MATERIAL FOR THIS EXERCISE:
□ □ □
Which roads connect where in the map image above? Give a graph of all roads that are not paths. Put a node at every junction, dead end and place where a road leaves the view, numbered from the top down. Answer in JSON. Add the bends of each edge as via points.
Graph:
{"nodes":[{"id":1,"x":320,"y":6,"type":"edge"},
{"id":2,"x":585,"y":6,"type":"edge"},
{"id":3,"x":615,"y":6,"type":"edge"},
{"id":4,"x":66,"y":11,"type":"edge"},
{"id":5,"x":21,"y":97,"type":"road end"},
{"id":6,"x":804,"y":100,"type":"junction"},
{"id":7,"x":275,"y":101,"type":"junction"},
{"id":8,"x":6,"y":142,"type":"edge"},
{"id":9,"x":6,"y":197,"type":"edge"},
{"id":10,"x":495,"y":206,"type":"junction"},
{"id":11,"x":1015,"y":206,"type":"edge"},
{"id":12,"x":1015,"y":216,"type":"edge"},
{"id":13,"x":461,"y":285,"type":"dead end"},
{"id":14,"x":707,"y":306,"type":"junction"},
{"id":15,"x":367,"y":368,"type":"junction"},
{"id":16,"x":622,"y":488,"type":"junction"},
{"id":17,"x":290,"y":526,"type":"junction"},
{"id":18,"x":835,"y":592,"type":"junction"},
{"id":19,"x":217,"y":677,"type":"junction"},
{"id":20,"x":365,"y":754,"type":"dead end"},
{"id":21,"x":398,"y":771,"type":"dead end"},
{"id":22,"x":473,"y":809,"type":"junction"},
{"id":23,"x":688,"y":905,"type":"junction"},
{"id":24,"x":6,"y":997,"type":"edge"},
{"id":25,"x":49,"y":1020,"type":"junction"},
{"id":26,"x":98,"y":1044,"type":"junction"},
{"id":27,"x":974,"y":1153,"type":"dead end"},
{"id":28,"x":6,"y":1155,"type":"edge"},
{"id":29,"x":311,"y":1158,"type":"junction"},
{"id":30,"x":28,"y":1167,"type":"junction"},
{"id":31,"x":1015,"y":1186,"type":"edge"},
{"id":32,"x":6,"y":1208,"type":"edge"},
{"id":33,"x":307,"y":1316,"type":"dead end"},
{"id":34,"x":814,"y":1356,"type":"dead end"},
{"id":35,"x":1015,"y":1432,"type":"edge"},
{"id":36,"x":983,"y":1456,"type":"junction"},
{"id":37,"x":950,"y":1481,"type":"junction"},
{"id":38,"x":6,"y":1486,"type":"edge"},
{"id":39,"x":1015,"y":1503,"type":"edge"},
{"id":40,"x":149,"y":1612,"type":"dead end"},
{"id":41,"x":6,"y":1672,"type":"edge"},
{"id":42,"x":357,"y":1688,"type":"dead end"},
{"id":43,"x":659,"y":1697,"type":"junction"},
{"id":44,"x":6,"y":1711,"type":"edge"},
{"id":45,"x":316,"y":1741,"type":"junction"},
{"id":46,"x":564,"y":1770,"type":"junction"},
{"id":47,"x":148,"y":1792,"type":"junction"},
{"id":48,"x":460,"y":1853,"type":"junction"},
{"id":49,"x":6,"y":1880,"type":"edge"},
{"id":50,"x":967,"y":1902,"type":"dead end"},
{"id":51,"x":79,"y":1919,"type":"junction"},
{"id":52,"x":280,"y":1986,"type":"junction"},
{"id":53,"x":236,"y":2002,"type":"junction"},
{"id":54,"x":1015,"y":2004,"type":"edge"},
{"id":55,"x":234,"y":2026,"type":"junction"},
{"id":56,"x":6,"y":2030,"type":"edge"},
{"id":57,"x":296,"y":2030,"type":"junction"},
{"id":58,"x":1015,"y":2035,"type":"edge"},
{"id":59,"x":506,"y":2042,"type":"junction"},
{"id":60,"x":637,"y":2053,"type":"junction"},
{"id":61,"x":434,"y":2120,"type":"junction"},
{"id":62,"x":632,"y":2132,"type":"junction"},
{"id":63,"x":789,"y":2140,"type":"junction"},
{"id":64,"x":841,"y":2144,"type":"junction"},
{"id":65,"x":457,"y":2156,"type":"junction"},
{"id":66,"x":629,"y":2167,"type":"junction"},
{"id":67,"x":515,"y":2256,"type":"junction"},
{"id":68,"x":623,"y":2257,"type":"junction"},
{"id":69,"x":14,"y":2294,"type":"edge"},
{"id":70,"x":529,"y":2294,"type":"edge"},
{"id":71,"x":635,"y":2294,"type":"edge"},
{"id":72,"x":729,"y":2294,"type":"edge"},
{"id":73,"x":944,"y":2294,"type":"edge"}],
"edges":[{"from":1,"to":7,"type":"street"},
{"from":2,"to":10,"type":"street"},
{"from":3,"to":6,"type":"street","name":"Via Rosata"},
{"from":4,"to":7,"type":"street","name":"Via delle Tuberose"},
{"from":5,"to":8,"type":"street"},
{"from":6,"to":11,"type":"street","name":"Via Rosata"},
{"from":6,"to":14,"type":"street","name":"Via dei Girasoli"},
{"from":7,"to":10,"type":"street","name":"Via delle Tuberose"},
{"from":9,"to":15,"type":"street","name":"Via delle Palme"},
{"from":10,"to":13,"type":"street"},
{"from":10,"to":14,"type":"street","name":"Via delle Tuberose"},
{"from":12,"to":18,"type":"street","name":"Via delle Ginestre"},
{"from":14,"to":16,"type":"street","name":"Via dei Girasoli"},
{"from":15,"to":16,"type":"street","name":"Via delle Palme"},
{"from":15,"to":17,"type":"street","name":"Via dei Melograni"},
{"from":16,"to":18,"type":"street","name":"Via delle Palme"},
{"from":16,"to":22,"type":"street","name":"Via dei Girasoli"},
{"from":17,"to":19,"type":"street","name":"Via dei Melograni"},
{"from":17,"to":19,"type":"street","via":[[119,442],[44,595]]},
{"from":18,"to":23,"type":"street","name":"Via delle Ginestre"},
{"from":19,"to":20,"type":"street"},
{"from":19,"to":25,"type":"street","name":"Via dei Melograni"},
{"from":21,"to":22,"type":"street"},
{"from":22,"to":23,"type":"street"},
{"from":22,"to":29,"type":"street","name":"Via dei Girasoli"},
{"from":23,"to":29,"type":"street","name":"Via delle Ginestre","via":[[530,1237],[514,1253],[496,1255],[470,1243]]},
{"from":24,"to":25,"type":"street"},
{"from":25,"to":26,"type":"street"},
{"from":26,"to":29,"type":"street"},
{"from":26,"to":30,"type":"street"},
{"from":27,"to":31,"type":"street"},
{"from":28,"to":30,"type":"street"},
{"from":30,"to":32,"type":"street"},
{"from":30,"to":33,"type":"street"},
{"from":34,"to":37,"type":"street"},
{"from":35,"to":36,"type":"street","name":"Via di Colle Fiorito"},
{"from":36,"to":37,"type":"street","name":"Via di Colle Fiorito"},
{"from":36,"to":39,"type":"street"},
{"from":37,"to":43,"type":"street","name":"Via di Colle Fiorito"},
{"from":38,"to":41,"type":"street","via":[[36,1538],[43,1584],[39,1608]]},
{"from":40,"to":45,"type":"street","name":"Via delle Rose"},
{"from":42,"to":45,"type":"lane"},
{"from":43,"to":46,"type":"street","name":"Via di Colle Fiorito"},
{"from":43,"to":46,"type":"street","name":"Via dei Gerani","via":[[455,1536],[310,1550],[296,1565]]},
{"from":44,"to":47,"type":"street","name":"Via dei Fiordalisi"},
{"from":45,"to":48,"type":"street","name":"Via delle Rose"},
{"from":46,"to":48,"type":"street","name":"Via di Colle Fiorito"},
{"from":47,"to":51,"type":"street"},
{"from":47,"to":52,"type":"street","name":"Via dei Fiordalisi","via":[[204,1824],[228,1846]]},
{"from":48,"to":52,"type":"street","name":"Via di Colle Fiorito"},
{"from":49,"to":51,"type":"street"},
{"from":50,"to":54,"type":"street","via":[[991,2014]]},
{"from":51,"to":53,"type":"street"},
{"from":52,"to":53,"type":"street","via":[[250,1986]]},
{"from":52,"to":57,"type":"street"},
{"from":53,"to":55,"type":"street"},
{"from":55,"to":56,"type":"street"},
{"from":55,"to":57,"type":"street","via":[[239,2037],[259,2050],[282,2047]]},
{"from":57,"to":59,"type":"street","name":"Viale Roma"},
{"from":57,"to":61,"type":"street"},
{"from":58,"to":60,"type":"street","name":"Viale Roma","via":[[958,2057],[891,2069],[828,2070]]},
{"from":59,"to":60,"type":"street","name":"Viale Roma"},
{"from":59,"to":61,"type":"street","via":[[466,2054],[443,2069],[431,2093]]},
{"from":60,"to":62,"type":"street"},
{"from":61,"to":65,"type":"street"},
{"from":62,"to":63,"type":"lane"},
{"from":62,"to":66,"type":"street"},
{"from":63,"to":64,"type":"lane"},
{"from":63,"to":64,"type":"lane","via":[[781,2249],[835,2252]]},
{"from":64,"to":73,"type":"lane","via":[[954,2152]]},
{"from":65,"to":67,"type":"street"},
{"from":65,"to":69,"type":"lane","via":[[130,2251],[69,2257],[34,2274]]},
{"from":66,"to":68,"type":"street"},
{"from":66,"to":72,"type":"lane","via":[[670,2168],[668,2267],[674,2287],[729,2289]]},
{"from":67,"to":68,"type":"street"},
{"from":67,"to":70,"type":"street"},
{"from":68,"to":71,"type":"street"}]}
□ □ □
THE PROBLEM:
From the listing above, return every line that contains the word "Palme".

EXERCISE ANSWER:
{"from":9,"to":15,"type":"street","name":"Via delle Palme"},
{"from":15,"to":16,"type":"street","name":"Via delle Palme"},
{"from":16,"to":18,"type":"street","name":"Via delle Palme"},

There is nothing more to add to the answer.